===== MATERIAL FOR THIS TASK =====

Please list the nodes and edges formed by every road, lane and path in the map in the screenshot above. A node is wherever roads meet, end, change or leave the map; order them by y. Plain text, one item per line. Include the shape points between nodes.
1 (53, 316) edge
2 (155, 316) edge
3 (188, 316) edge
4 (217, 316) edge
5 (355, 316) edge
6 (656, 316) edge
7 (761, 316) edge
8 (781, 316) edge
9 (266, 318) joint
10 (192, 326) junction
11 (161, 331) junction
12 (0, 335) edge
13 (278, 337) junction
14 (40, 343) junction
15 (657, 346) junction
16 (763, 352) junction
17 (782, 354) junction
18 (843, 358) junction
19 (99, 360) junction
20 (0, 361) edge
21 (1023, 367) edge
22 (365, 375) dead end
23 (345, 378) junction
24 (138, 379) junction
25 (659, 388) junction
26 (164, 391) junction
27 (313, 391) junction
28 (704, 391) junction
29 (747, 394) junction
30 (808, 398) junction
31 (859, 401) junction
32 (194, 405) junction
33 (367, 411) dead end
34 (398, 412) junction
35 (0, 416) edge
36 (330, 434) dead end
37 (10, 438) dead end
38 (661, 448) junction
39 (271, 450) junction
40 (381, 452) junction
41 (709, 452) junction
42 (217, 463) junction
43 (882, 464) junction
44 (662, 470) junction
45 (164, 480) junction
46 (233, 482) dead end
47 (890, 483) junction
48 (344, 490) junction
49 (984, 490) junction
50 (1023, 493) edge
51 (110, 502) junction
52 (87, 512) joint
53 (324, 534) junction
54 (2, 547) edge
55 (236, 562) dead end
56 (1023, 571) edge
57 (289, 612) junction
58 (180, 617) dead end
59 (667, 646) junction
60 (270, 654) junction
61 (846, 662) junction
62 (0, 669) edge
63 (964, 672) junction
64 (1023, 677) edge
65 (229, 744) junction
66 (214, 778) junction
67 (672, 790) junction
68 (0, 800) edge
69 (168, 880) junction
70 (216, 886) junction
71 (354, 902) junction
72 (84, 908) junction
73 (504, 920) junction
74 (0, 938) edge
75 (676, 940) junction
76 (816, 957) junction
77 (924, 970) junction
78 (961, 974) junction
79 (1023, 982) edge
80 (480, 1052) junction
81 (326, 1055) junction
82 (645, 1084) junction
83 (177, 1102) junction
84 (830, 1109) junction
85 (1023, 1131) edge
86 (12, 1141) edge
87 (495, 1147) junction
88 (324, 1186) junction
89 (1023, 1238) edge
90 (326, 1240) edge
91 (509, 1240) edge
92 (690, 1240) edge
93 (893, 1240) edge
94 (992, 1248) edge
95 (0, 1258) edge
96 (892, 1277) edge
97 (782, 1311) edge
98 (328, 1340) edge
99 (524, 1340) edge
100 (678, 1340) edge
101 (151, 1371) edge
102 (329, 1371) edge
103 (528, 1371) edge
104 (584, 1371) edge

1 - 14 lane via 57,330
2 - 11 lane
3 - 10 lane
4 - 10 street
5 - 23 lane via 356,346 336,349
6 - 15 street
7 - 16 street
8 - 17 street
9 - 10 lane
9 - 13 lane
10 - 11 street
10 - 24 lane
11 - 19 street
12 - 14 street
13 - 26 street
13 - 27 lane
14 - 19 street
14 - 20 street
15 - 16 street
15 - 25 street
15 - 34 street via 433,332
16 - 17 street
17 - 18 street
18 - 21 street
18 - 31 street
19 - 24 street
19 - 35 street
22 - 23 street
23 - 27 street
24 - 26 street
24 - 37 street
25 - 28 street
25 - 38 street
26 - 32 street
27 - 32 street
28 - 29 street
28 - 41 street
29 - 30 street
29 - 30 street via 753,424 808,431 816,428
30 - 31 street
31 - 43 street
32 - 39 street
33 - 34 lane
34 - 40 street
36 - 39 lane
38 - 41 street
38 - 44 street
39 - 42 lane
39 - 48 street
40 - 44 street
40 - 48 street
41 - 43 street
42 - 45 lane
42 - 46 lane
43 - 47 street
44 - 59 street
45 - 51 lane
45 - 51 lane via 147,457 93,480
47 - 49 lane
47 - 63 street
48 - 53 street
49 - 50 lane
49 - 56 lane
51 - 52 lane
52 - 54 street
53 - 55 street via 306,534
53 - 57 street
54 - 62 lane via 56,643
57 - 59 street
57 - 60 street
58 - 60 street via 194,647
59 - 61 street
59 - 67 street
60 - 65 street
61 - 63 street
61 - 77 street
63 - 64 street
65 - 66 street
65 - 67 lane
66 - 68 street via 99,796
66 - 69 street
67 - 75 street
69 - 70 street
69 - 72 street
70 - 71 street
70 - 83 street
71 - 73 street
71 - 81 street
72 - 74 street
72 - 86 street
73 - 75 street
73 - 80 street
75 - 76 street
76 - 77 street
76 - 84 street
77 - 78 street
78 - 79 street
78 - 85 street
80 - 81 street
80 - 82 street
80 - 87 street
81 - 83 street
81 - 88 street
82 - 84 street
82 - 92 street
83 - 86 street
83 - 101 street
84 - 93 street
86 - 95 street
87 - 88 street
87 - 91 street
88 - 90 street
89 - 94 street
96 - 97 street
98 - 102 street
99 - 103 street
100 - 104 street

=====

▶ **ABOUT THIS EXERCISE**
Could you find every line in the records above that contains the word "dead" and copy it?

▶ **SOLVED EXERCISE**
22 (365, 375) dead end
33 (367, 411) dead end
36 (330, 434) dead end
37 (10, 438) dead end
46 (233, 482) dead end
55 (236, 562) dead end
58 (180, 617) dead end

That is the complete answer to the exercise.